<<<<

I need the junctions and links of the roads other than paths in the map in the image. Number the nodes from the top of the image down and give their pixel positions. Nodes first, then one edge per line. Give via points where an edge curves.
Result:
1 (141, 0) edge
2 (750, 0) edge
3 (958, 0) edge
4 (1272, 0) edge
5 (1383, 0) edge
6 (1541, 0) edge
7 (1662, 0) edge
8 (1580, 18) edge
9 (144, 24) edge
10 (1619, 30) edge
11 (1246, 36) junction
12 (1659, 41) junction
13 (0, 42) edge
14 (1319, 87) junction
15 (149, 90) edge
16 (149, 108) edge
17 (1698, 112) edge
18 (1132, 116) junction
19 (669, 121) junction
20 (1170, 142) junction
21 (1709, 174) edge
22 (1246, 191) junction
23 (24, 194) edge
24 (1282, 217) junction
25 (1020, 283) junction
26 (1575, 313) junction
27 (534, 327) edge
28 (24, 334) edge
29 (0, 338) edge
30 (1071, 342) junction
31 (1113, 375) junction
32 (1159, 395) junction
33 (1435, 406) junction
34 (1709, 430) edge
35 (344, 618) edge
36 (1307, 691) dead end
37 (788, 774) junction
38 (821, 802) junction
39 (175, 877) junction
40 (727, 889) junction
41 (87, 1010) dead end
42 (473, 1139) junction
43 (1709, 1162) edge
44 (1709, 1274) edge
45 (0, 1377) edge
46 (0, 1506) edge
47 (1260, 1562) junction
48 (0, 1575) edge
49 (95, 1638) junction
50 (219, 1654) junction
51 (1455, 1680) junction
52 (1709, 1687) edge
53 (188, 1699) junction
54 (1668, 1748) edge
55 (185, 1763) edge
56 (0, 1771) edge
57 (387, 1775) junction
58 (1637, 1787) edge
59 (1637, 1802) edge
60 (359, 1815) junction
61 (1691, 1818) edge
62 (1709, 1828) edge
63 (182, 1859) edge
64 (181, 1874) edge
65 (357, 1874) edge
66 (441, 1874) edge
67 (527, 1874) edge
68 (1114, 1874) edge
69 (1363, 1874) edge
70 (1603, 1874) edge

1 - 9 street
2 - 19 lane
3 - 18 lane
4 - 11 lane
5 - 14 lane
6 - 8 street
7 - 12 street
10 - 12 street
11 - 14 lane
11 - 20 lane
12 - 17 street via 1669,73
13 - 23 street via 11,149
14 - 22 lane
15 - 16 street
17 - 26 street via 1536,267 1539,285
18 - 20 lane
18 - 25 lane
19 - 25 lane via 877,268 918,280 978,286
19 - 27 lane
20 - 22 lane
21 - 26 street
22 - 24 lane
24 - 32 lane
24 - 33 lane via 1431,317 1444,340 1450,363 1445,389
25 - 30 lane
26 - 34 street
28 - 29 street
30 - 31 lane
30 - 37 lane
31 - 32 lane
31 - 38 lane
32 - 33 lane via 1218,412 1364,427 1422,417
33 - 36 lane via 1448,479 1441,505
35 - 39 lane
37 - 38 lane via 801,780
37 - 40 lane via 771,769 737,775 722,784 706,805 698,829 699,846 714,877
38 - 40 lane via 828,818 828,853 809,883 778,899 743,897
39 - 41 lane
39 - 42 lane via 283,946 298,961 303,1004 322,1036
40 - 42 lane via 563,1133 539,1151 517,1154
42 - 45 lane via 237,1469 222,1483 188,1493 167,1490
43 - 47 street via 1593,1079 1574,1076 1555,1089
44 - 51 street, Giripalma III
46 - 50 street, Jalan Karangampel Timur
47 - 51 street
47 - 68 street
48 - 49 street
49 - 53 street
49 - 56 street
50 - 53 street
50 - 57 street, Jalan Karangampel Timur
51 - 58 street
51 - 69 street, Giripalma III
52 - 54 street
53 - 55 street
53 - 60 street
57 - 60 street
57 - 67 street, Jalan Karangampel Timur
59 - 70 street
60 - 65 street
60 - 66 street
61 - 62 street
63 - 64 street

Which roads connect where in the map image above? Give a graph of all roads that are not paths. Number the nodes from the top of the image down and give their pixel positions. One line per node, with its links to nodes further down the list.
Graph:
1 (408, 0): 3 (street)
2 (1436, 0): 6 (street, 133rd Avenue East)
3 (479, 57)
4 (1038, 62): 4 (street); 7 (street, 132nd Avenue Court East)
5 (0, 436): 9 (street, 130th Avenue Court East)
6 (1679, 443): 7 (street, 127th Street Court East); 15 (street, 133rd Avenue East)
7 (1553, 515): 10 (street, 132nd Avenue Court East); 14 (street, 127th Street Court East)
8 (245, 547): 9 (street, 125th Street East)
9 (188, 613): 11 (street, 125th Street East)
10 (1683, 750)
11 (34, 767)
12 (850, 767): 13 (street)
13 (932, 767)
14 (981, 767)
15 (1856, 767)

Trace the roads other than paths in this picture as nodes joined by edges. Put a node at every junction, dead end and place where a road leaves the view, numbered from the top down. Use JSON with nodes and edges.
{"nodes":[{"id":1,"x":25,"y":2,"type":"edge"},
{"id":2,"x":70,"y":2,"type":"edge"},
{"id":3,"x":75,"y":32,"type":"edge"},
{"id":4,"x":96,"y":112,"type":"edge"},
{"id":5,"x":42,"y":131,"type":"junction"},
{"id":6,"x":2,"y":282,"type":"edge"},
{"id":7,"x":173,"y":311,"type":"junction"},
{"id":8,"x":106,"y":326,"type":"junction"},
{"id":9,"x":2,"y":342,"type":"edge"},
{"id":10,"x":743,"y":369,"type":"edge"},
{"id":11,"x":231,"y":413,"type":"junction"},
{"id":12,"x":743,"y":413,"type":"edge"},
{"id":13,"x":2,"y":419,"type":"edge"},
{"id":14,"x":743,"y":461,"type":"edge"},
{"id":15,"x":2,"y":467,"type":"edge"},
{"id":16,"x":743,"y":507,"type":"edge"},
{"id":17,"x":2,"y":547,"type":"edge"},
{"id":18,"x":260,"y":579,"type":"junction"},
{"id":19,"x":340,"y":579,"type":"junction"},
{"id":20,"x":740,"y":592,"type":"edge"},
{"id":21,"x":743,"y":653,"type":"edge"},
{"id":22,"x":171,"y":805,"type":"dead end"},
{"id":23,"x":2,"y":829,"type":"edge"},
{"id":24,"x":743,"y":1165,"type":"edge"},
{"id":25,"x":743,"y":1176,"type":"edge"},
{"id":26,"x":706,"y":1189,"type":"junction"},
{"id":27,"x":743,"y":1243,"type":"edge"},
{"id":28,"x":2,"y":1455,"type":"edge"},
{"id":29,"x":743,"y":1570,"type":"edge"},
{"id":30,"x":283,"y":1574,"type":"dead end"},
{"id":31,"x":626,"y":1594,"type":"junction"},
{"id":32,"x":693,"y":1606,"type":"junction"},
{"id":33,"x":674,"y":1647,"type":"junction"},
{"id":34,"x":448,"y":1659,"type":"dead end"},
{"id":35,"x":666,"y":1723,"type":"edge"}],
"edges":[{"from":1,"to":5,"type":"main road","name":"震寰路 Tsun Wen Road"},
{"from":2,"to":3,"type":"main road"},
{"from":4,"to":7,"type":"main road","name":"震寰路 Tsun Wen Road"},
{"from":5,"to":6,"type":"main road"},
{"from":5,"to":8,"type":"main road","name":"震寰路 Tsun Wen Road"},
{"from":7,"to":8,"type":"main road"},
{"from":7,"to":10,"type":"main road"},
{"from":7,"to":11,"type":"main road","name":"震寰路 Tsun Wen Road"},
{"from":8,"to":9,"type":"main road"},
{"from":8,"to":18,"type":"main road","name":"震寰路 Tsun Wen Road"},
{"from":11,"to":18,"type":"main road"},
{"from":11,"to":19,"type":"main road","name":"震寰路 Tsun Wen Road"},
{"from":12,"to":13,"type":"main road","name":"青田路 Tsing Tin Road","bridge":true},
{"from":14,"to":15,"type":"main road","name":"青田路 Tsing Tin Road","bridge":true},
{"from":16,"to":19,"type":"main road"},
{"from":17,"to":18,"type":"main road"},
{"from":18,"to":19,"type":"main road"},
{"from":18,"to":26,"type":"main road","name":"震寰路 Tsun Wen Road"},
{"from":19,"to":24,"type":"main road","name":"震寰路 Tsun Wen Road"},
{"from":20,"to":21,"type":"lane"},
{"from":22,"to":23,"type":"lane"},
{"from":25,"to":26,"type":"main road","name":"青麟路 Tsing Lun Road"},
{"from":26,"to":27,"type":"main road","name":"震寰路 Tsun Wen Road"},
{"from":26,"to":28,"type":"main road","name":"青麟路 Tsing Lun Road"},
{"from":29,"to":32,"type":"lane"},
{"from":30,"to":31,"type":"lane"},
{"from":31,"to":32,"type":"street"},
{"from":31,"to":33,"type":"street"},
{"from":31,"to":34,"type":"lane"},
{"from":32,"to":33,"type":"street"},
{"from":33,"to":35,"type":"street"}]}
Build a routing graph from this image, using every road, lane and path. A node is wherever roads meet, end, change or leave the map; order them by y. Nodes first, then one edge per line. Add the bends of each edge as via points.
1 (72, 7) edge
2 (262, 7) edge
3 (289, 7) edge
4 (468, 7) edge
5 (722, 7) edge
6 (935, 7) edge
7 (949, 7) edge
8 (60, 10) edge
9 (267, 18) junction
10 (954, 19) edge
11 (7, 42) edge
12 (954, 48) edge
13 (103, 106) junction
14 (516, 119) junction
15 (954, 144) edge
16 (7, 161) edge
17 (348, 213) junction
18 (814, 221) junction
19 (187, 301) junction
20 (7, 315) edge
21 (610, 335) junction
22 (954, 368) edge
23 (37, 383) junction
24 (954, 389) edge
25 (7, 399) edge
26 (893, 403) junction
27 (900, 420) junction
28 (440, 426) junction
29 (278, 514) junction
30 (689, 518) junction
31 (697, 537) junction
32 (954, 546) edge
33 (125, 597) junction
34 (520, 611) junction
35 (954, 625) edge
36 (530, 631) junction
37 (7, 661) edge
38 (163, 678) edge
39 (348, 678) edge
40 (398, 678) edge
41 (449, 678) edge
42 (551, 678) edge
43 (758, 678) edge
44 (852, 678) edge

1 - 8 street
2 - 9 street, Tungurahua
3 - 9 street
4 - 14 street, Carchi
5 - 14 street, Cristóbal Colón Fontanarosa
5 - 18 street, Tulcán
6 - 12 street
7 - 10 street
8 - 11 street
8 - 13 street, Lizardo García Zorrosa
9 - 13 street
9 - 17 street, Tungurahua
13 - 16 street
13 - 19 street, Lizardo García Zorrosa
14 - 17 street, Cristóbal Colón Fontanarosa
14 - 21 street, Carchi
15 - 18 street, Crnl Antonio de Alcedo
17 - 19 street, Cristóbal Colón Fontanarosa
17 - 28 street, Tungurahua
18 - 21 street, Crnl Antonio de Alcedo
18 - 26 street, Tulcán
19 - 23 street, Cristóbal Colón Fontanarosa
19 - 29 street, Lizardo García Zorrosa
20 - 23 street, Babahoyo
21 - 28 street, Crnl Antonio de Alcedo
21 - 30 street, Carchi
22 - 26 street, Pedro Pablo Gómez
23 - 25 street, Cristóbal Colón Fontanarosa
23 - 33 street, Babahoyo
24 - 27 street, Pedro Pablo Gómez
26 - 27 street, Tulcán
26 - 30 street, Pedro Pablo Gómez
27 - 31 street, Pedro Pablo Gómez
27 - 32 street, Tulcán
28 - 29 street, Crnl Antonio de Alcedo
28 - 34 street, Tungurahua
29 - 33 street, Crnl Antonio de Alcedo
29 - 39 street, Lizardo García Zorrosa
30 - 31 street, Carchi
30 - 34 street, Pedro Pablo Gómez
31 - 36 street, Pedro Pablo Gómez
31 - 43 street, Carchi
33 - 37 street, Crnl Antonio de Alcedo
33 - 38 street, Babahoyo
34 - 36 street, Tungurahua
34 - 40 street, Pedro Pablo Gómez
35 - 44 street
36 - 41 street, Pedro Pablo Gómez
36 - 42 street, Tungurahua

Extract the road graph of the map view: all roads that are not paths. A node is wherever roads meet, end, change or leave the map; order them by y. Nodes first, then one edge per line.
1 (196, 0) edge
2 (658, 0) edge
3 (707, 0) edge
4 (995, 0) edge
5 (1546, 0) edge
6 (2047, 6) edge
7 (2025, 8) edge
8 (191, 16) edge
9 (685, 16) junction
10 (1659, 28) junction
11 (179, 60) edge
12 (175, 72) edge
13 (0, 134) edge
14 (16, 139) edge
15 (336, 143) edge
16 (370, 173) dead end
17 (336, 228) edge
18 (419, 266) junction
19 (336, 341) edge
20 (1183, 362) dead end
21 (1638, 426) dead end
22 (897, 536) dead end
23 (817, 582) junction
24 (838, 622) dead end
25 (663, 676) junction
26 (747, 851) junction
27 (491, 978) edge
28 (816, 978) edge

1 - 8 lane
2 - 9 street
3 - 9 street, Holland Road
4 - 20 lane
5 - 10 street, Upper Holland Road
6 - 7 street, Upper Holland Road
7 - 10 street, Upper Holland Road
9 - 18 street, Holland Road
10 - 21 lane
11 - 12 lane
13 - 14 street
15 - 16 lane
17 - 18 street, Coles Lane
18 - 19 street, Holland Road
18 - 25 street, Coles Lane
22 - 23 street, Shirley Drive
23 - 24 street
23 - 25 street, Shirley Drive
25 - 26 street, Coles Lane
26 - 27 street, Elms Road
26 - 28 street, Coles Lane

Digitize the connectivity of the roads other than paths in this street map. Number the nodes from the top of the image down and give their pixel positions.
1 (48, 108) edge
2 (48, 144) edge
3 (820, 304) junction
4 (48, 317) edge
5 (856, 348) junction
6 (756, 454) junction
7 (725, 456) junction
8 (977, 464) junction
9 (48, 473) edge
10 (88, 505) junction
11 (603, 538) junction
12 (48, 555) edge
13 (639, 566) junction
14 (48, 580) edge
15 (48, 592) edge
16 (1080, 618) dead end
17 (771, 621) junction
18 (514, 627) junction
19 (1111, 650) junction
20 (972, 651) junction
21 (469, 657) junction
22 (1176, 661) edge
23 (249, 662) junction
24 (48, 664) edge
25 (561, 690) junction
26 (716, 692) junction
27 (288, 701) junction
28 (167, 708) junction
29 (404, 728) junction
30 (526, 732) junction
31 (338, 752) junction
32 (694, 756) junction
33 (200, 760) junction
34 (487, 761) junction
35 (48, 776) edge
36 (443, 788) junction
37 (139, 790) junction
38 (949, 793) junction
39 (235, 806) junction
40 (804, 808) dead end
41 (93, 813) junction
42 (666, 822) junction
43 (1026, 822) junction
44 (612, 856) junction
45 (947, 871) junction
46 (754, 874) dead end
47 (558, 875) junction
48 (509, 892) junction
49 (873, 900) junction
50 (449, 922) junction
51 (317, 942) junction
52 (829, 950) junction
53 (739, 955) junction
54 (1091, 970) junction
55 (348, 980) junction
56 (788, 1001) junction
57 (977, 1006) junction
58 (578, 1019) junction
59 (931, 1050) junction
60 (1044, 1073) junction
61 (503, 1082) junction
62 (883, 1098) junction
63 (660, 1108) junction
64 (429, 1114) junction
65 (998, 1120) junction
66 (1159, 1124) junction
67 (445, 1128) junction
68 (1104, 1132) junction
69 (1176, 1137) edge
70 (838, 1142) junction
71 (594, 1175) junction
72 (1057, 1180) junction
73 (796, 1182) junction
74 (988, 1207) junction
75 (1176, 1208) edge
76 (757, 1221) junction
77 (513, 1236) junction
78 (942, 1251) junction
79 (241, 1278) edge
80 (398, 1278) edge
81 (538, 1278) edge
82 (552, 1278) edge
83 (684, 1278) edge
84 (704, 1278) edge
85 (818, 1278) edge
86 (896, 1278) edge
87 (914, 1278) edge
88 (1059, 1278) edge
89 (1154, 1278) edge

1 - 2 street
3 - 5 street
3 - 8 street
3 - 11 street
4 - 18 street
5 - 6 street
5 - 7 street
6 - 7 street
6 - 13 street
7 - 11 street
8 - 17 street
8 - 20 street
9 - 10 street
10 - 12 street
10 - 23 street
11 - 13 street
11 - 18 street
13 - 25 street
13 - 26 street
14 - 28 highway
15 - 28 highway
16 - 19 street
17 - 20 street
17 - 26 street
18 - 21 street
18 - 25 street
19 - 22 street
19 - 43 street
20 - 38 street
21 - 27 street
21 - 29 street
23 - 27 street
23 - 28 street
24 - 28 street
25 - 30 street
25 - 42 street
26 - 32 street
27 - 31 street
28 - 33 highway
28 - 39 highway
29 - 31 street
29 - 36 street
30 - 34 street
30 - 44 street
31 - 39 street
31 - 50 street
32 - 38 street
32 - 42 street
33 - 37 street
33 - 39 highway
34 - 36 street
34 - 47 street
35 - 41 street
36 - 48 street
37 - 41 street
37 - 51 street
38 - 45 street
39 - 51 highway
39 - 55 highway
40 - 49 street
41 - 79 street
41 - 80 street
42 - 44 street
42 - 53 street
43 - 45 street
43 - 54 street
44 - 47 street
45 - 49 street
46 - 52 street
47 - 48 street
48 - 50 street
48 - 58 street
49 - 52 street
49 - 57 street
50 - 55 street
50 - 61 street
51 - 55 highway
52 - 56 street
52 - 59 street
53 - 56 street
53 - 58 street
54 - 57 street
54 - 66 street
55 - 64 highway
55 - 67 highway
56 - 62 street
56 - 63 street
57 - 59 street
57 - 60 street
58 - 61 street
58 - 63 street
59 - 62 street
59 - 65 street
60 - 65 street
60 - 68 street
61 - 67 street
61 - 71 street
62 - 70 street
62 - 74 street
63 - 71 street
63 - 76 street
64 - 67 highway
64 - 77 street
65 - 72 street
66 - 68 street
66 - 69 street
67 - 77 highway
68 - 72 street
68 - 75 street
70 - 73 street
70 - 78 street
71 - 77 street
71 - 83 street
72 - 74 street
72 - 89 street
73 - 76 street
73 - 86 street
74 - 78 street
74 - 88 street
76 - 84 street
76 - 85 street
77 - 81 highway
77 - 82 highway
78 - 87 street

>>>>

[Prompt] Each line in the records above that contains the word "Coles" must be copied.

[Task result]
17 - 18 street, Coles Lane
18 - 25 street, Coles Lane
25 - 26 street, Coles Lane
26 - 28 street, Coles Lane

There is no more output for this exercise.